Lei è sempre stato un comico molto “pop”, uno di quelli che piacciono a tutti, senza distinzioni di ceto, schieramento politico, nicchie culturali. Come ci è riuscito? E cosa si prova a far ridere in maniera corale un’intera nazione?
Ci sono riuscito perché sono nato così, con la capacità di far ridere tutti. A scuola mi promuovevano pur di non rivedermi più. Ero sempre sul pezzo, raccontavo storie inventate ai miei compagni che mi facevano da pubblico schierati in fondo all’aula, facevo caciara. Era così ovunque andassi, anche perché venivo dal sud e avevo voglia d’inserirmi, quindi usavo il mio carattere simpatico per far ridere la gente. Dal meridione al settentrione, ci sono sempre riuscito.
Lei è nato in una famiglia originaria di Reggio Calabria, e ha vissuto lì fino all’età di cinque anni. Che legame ha con la Calabria e che immagine ha di questa terra?
La Calabria è talmente bella che forse è per non rovinarla se ci va poca gente. Ha delle potenzialità straordinarie, è quasi tutta sul mare e nel mezzo c’è la Sila che ho attraversato un paio di volte ed è più spettacolare della foresta pluviale.
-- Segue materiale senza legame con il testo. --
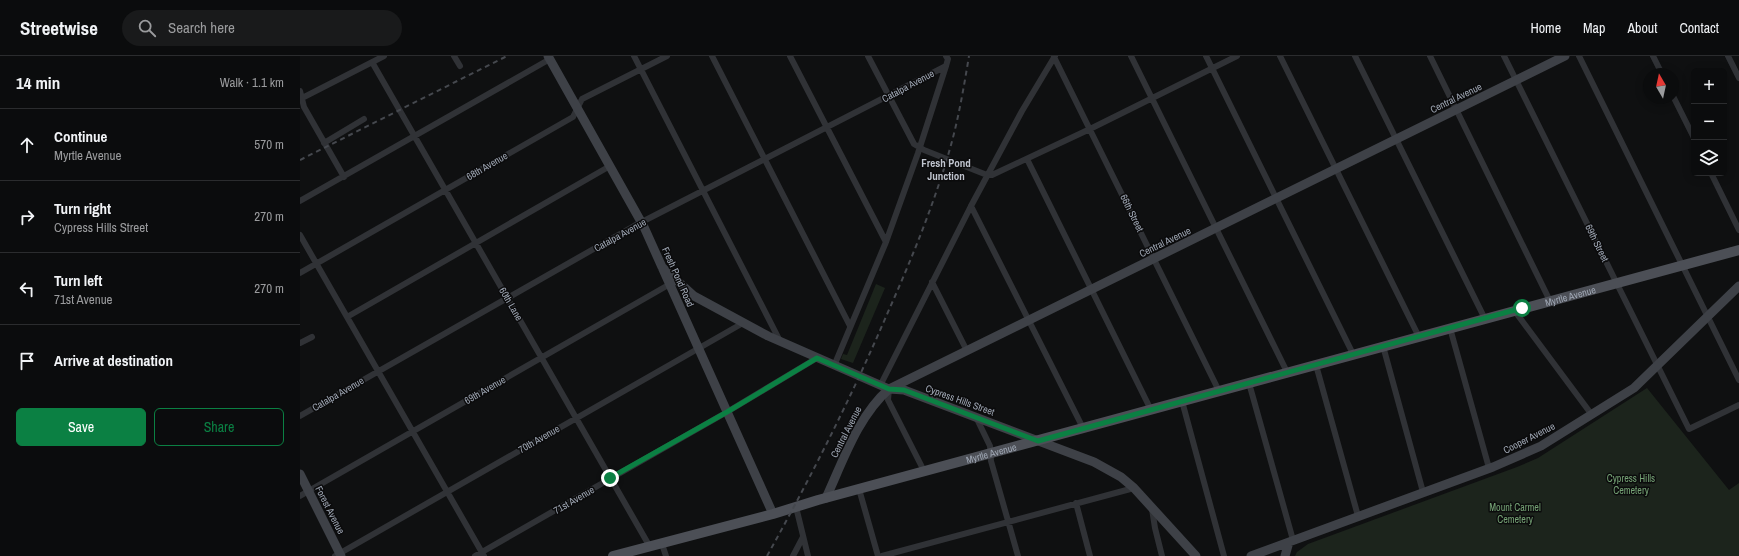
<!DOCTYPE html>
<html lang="en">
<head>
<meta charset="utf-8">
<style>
	body { margin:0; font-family:"Archivo Narrow",sans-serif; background:#191a1b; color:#f1f3f6 }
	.controls { position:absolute; right:12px; top:12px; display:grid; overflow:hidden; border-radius:6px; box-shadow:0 2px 10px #0003 }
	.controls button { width:36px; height:36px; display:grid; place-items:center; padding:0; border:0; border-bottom:1px solid #2b2c2e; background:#0b0c0d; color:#f1f3f6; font:20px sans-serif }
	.compass { position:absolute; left:1343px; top:12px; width:36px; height:36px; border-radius:50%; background:#0b0c0d; box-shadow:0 2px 10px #0003; rotate:351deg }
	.stop { position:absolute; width:12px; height:12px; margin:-9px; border:3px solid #0b8043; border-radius:50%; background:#fff }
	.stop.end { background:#0b8043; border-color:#fff; box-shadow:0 1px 4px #0008 }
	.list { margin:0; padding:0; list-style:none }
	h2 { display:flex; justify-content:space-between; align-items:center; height:52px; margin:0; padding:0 16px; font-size:17px }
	h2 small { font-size:13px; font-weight:400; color:#9a9b9d }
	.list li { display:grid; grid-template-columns:26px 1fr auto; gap:12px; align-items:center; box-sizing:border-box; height:72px; padding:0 16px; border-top:1px solid #2b2c2e }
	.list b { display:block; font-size:15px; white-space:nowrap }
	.list p { margin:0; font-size:13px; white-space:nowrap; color:#9a9b9d }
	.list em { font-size:13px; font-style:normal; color:#9a9b9d }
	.actions { display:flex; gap:8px; padding:12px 16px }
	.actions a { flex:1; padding:9px 0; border:1px solid #0b8043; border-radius:6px; text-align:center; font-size:14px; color:#0b8043 }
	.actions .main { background:#0b8043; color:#fff }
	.icon { flex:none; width:22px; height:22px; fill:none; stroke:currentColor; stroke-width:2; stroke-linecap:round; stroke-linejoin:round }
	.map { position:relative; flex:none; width:1439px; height:500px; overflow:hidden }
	header { display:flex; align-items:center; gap:24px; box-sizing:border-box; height:56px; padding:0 20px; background:#0b0c0d; border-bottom:1px solid #2b2c2e }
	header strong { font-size:19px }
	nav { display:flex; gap:22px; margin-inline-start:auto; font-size:14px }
	.search { width:280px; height:36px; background:#191a1b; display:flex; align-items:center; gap:10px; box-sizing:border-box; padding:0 14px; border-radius:22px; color:#9a9b9d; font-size:15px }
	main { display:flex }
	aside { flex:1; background:#0b0c0d }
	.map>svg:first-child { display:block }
	.green { fill:#1c241c }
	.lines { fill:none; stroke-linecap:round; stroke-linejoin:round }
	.street { stroke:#303236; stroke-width:6 }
	.secondary { stroke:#3e4147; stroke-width:9 }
	.primary { stroke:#4c4f56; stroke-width:10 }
	.rail { stroke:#45484e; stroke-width:2; stroke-dasharray:5 4; stroke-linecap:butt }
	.route { stroke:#0b8043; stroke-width:5 }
	.labels { text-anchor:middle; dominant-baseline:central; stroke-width:3; stroke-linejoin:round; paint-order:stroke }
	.street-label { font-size:10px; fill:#9fa7b4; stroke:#0b0b0c }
	.park-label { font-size:10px; fill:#74a174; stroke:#0b0b0c }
	.neighbourhood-label { font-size:11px; font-weight:bold; fill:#c0c5cf; stroke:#0b0b0c }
</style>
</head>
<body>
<header>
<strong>Streetwise</strong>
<div class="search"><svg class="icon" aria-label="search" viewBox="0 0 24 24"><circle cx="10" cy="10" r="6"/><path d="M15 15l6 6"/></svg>Search here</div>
<nav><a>Home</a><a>Map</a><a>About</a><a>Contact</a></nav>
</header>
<main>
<aside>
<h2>14 min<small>Walk · 1.1 km</small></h2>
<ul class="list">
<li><svg class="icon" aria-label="ahead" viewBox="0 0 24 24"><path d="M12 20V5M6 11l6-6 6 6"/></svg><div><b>Continue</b><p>Myrtle Avenue</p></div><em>570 m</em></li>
<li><svg class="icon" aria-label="right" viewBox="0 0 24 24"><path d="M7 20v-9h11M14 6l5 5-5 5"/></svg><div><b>Turn right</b><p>Cypress Hills Street</p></div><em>270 m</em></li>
<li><svg class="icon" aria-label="left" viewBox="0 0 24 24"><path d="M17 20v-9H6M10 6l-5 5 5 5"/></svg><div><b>Turn left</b><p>71st Avenue</p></div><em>270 m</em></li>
<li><svg class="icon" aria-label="arrive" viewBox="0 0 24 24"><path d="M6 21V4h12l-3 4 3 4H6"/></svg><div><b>Arrive at destination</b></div></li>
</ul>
<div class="actions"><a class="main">Save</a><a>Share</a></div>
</aside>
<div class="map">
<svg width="1439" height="500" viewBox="0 0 1439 500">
	<rect width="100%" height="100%" fill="#0f1011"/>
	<path class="green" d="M 576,228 L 585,232 L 553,307 L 541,303 L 543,298 L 547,299 Z
		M 1347,332 L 1429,434 L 1439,427 L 1439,500 L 995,500 L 997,496 L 1008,488 L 1217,411 L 1238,402 Z"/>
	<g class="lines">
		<path class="street" d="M 154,0 L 160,10
			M 334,0 L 480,285
			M 412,0 L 550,270
			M 490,0 L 586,186
			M 568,0 L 614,88 L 624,94 L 687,119 L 692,119 L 790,73 L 937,0
			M 831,0 L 987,316
			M 906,0 L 1053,298
			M 980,0 L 1119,281
			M 1055,0 L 1185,263
			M 1130,0 L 1250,245
			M 1204,0 L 1389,373 L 1439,349
			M 1279,0 L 1439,324
			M 1353,0 L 1362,18
			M 1428,0 L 1439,22
			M 754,1 L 919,335
			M 72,6 L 350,491
			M 0,35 L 4,51 L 44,121
			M 1373,40 L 1394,82
			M 0,43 L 84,0
			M 24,87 L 64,63
			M 727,103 L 851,354
			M 1411,117 L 1439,174
			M 0,145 L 250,3
			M 671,150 L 783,372
			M 0,179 L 184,500
			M 0,217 L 273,61 L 282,43 L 367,0
			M 632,226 L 667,295
			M 1214,254 L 1292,359
			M 47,261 L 310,110
			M 1150,272 L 1189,412
			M 0,287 L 12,281
			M 1083,290 L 1123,436
			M 1016,309 L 1058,460
			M 534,310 L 586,186 L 618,97 L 646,10 L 648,3 L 646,0
			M 949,327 L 993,484
			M 581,328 L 671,150 L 722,55 L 755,0
			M 589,333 L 588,344 L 624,415
			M 882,345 L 924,500
			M 0,360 L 334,170 L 646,10
			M 676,361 L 690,390 L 691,405 L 718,500
			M 559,433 L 578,500
			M 0,440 L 370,228
			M 776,447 L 790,500
			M 496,451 L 508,500
			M 852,453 L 855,472 L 862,500
			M 362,488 L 366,500
			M 35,500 L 443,267
			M 175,500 L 427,356 L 517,302
			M 493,500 L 503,481
			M 582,500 L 834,432"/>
		<path class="secondary" d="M 248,0 L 344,171 L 473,458
			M 362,211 L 394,240 L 468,280 L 589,333 L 604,334 L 794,406 L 821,421 L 834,432 L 896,500
			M 0,418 L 41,500
			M 526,442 C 543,405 558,360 589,333 L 1265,0
			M 951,500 L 1193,411 L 1241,390 L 1334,332 L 1439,230
			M 985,500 L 989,486"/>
		<path class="primary" id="s1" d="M 313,500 L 473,458 L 518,444 L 1439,194"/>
		<path class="rail" d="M 0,104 L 207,0
			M 467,500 C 511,421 552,340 588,256 C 612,202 635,146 651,89 C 659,60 664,30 669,0"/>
	</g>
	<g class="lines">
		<path class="route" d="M 310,422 L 427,356 L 517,302 L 589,333 L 604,334 L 738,385 L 1222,252"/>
	</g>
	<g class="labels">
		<g class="street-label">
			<text transform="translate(608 30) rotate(-28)">Catalpa Avenue</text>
			<text transform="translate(1156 42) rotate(-26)">Central Avenue</text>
			<text transform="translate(187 110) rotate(-30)">68th Avenue</text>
			<text transform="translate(832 157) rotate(64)">66th Street</text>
			<text transform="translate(320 179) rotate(-29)">Catalpa Avenue</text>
			<text transform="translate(865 186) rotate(-26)">Central Avenue</text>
			<text transform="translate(1297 187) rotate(64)">69th Street</text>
			<text transform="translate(378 221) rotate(66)">Fresh Pond Road</text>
			<text stroke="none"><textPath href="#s1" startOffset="992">Myrtle Avenue</textPath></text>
			<text transform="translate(211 248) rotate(60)">60th Lane</text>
			<text transform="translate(185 334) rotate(-30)">69th Avenue</text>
			<text transform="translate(38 338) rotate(-30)">Catalpa Avenue</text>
			<text transform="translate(660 344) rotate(20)">Cypress Hills Street</text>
			<text transform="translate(546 376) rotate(-63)">Central Avenue</text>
			<text transform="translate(1229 382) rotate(-27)">Cooper Avenue</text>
			<text transform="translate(239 383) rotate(-30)">70th Avenue</text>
			<text stroke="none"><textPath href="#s1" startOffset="392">Myrtle Avenue</textPath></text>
			<text transform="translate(274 444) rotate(-30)">71st Avenue</text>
			<text transform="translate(30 454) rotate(63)">Forest Avenue</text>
		</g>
		<g class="park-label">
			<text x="1331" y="422">Cypress Hills<tspan x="1331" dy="12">Cemetery</tspan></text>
			<text x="1215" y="451">Mount Carmel<tspan x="1215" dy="12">Cemetery</tspan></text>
		</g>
		<g class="neighbourhood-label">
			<text x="646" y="107">Fresh Pond<tspan x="646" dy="13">Junction</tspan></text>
		</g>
	</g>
</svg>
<div class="controls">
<button>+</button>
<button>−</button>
<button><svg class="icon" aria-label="layers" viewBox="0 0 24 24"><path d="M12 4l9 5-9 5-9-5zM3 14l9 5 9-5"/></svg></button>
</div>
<svg class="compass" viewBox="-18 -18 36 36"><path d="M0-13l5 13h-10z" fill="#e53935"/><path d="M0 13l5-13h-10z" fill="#9a9b9d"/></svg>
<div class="stop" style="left:1222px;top:252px"></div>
<div class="stop end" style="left:310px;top:422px"></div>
</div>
</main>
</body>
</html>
Anche Reggio è straordinaria, in una posizione strategica, sullo Stretto, con un lungomare elogiato da D’Annunzio che lo ha definito “il chilometro più bello d’Italia” – forse perché è morto prima che aggiungessero gli altri quattro di pavimentazione, e così ne ha visto solo uno. Credo che non ci sia una voglia imprenditoriale di attirare turisti, altrimenti non si spiega perché si senta parlare di Puglia, Sicilia, Sardegna, e di Calabria mai. Non so perché ma è così. Eppure non c’è un altro posto dove si passi in dieci minuti dal mare al fresco della montagna. Certo, ai miei tempi c’era tanta povertà, mia nonna si alzava alle 5, andava a messa, usciva alle 5 e mezza e poi andava a lavorare nei campi fino a sera. Anche per questo da mangiare sulla tavola non è mai mancato, ma ugualmente quando ero piccolo i miei per lavoro si sono spostati a Milano. Ricordo ancora i cartelli su alcune porte: “Non si affitta ai meridionali”.